The MBA's report was only the second in its 10-year history in which independent mortgage lenders and bank mortgage subsidiaries reported a loss, in this case $118 per loan.  Fannie Mae's lender survey found more than a third of the 170 institutions that responded expected net profits to decline while nearly another half expected no change. Fannie Mae said it was the seventh consecutive quarter that lenders conveyed a negative profit outlook.

Declining demand is the driver of the problem, pushing per-loan production costs higher. Duncan dug more deeply into the Fannie Mae survey results for his Perspectives blog post, and reports among the top business priorities named by respondents, cost cutting has jumped from near the bottom in May 2017 to the third most important in May of this year.  "Consumer-facing technology" and "business process streamlining" were the top two priorities both this year and last, and one could argue that the seconds reflect cost concerns as well.

 

 

Duncan says lenders are facing an increasingly difficult market environment.  With mortgage rates up about 80 basis points since last September, refinancing is falling sharply; the average of weekly applications was the lowest for the month of May than in any period since December 2000. With existing and new home sales both down in April, Purchase applications fell as well, down 2.9 percent from April to May.

He says increasingly tight margins will likely persist as a top driver of lenders' mortgage business strategy.  Fannie May's outlook calls for interest rates to continue to rise and housing inventories to remain tight.  "Despite lenders making significant investments to improve operational efficiency over the past few years, margins have still declined."

Pre-tax production profits were 33 basis points in the first quarter of 2016, 10 basis points in the same quarter of 2017, and represented a loss of 8 basis points in the first quarter of this year, the first negative outcome since 2014. Now, Duncan says, lenders appear to be turning to cost cutting as a means of managing their bottom lines. "

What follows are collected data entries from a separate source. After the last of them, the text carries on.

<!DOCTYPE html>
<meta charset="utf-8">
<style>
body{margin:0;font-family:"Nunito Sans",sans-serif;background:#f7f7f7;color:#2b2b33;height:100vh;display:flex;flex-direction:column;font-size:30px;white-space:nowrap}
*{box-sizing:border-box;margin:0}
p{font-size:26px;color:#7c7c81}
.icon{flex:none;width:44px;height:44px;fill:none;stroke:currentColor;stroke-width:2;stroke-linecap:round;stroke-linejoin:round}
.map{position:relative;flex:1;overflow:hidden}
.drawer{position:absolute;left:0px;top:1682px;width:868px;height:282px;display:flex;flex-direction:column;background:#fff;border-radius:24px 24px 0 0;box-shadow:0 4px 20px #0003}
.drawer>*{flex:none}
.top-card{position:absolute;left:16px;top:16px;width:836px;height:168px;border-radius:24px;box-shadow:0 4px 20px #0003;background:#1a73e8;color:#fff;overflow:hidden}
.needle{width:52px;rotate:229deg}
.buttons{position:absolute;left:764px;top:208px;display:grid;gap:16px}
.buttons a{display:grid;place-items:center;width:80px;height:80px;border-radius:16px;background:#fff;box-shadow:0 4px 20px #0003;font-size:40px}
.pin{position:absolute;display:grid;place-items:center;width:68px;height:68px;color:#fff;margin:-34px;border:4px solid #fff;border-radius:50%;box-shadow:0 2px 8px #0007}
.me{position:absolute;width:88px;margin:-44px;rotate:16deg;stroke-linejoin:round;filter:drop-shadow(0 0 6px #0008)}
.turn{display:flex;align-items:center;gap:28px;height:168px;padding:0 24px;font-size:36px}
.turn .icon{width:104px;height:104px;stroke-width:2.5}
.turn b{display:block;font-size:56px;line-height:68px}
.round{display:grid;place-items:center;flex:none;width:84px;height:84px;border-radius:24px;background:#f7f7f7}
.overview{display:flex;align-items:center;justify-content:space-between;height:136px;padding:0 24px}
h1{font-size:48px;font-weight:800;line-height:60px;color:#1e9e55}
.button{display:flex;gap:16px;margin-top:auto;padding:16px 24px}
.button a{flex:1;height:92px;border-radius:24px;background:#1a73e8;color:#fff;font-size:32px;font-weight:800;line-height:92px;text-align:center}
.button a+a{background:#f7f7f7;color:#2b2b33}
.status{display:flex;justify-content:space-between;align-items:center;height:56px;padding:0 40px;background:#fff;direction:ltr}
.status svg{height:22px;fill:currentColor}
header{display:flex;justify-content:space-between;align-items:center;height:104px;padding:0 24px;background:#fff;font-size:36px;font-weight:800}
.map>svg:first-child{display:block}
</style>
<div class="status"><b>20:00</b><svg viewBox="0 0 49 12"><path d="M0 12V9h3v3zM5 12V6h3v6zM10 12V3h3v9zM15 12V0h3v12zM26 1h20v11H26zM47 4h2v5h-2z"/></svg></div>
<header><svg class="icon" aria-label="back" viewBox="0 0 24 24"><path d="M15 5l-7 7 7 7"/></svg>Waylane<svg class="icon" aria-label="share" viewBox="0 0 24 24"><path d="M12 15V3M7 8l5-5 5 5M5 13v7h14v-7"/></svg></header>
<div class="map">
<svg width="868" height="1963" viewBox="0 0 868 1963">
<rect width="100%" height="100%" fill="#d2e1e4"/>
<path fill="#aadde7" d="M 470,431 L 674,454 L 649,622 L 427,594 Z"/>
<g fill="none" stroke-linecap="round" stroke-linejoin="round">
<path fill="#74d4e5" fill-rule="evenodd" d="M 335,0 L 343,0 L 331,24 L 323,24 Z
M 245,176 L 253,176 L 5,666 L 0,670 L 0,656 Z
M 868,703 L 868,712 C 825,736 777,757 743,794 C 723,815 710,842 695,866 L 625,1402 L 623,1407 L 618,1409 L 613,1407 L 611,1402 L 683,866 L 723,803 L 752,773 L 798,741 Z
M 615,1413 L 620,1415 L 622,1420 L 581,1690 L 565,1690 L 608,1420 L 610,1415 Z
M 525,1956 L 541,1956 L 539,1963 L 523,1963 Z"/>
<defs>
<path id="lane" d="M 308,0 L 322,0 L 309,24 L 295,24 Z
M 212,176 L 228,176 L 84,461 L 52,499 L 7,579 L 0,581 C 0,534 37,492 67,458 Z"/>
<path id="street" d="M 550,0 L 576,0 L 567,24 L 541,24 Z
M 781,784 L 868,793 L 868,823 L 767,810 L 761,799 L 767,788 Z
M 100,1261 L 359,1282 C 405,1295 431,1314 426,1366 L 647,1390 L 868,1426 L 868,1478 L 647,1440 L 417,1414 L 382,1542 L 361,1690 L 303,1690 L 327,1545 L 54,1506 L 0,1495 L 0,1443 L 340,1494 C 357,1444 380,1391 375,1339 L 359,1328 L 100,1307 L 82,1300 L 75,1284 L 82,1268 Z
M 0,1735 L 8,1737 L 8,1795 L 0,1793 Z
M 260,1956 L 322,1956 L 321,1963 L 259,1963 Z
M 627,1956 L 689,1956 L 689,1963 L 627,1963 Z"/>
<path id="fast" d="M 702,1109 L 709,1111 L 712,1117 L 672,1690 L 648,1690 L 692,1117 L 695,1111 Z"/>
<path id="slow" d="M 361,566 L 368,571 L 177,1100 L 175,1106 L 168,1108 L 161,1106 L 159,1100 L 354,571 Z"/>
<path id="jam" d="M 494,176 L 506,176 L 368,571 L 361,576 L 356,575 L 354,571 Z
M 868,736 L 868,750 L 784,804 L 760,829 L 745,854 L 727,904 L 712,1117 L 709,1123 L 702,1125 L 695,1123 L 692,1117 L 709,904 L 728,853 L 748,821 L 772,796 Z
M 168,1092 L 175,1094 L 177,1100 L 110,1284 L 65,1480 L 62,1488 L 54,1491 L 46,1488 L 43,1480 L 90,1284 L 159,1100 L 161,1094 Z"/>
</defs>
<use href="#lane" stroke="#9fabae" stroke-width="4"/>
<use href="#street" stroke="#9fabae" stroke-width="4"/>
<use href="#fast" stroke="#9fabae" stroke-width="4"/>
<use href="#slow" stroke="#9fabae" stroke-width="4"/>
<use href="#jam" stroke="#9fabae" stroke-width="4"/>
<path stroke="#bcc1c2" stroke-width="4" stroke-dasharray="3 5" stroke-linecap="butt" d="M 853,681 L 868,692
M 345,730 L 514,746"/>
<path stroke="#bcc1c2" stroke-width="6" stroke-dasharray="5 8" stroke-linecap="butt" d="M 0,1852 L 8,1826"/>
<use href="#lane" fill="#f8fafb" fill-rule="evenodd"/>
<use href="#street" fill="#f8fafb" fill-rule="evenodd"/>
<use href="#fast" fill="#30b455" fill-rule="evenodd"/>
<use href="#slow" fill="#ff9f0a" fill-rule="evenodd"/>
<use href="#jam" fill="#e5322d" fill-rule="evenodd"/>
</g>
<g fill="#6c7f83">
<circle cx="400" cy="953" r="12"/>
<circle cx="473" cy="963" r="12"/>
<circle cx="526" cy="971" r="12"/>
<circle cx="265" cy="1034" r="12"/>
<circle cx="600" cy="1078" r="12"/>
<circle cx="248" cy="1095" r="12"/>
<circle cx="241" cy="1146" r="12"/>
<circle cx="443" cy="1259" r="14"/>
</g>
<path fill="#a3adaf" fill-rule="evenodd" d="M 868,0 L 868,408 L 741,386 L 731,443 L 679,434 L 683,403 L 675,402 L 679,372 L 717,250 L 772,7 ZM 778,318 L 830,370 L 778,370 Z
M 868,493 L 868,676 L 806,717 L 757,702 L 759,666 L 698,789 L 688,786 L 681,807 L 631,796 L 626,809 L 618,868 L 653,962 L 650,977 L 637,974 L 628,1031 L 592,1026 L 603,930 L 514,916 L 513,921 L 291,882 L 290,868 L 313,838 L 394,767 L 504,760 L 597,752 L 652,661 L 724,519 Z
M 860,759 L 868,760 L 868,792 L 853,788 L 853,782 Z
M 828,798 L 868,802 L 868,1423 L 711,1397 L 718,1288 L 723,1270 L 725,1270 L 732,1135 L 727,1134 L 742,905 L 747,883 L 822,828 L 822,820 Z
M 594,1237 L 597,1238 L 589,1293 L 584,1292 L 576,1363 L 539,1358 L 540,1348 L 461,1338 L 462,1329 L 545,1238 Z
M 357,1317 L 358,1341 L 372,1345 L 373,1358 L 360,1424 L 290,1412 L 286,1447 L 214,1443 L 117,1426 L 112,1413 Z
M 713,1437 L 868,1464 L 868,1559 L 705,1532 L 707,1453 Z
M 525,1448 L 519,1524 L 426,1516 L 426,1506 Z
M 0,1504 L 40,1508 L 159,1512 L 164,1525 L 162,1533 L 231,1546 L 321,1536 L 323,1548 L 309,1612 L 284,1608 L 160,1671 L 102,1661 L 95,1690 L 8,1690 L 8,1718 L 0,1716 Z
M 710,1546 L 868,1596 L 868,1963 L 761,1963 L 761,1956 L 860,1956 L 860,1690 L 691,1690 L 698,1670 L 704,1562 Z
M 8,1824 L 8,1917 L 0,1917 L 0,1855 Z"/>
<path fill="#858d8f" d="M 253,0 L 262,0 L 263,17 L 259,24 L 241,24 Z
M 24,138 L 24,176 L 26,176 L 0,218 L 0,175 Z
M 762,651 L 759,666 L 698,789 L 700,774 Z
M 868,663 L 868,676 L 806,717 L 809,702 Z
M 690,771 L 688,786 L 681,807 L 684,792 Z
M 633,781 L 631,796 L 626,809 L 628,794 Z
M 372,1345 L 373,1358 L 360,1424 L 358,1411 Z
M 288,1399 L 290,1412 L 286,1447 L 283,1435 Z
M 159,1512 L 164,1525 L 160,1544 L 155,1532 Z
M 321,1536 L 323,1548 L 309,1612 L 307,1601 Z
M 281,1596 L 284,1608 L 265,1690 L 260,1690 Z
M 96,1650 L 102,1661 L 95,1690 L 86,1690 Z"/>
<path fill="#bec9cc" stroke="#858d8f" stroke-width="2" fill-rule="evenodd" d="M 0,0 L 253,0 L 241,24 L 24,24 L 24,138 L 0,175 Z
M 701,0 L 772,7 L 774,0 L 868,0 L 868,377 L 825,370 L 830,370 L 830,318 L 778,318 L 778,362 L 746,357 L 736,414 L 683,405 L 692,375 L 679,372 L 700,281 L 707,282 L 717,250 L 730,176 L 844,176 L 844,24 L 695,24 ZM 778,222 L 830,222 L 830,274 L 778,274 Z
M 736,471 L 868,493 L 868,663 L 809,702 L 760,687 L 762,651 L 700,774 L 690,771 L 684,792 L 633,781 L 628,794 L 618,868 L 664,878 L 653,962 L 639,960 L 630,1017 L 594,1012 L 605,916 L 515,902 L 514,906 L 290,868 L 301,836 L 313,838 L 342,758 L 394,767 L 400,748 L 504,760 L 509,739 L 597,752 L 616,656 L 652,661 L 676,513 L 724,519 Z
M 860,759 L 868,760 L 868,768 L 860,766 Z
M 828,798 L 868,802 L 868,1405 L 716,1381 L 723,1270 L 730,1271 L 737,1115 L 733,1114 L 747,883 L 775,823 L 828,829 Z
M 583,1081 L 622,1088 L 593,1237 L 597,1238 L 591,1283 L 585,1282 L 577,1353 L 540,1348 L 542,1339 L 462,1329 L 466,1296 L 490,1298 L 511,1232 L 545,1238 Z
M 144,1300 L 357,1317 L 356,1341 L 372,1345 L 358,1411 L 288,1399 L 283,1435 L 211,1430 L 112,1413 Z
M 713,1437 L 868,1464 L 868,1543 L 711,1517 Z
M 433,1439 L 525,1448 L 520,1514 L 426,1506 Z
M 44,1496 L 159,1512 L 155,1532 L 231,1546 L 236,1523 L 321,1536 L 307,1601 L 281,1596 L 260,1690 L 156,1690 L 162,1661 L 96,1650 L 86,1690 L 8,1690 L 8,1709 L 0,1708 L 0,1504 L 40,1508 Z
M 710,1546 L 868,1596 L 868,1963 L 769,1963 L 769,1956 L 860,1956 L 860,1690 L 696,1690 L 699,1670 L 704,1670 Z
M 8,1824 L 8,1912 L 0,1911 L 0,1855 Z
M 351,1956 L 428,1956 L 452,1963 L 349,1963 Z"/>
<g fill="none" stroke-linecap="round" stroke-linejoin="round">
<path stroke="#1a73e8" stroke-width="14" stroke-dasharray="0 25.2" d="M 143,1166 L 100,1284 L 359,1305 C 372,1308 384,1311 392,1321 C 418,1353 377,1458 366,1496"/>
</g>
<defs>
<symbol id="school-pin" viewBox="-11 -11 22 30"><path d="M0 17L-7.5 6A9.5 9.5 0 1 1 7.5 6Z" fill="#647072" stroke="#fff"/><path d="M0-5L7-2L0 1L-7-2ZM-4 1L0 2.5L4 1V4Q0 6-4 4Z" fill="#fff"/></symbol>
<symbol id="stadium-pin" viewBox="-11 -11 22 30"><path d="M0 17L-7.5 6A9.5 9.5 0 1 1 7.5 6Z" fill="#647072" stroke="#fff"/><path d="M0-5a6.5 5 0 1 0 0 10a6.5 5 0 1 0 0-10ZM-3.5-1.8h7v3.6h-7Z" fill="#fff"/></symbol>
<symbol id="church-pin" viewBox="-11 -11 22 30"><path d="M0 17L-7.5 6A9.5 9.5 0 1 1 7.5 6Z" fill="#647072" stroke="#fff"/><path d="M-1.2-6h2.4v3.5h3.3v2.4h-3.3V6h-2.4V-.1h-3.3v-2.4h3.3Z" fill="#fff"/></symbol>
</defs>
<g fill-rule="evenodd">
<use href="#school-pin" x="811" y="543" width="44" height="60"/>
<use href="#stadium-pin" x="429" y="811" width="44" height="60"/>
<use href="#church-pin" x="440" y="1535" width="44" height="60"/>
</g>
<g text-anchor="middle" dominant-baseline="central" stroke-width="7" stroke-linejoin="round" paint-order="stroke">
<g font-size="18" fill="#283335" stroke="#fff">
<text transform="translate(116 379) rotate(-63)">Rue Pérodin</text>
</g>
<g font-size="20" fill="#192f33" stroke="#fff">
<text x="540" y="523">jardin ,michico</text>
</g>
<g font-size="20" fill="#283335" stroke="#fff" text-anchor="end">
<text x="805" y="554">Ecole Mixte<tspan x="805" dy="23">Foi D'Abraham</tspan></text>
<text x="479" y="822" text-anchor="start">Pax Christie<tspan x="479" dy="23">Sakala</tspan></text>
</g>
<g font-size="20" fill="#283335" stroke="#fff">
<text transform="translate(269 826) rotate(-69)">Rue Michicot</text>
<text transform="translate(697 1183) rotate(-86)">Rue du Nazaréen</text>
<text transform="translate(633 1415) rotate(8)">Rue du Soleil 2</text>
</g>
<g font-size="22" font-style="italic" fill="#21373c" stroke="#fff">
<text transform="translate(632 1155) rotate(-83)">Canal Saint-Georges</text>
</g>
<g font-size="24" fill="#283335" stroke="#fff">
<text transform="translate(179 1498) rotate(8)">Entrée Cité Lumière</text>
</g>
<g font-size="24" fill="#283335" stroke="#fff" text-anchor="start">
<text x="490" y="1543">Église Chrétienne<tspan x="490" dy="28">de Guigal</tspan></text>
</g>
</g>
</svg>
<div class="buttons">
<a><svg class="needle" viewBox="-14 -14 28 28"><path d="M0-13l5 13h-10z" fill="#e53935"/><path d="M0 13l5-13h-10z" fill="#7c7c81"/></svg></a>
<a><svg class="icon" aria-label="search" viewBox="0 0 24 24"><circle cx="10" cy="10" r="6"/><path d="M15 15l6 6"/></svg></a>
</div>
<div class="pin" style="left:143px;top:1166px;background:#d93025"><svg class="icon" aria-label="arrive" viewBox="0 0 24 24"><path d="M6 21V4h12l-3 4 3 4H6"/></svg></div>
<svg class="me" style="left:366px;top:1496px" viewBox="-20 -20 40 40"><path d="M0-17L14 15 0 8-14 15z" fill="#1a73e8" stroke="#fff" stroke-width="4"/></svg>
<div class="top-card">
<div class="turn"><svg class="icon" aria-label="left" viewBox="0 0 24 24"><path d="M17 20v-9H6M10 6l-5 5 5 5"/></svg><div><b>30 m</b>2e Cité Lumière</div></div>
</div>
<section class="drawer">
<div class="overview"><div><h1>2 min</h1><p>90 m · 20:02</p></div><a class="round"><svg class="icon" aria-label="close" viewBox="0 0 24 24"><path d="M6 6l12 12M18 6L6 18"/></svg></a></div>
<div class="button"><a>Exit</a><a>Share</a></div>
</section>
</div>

When asked where efficiency gains might best be made, lenders view "collecting borrower information" that is data on assets and income, etc., as the most productive area, cited by 35 percent of respondents. Ensuring property value was second at 15 percent. Functions related to hazard and private mortgage insurance received the fewest mentions.

 

 

Personnel expenses made up 66 percent of total loan production expense in the first quarter of 2018, about the same as the two previous first quarters and "Payroll reduction could potentially assume a more prominent role in future cost-cutting efforts."  Hiring on behalf of nonbanks and mortgage brokers remained elevated in April, still near expansion highs, but Duncan suggests that mortgage industry employment may be approaching the cyclical peak. "With rising interest rates and tight housing supply squeezing mortgage origination volumes, lenders could soon turn to job reduction as a means of maintaining a competitive edge."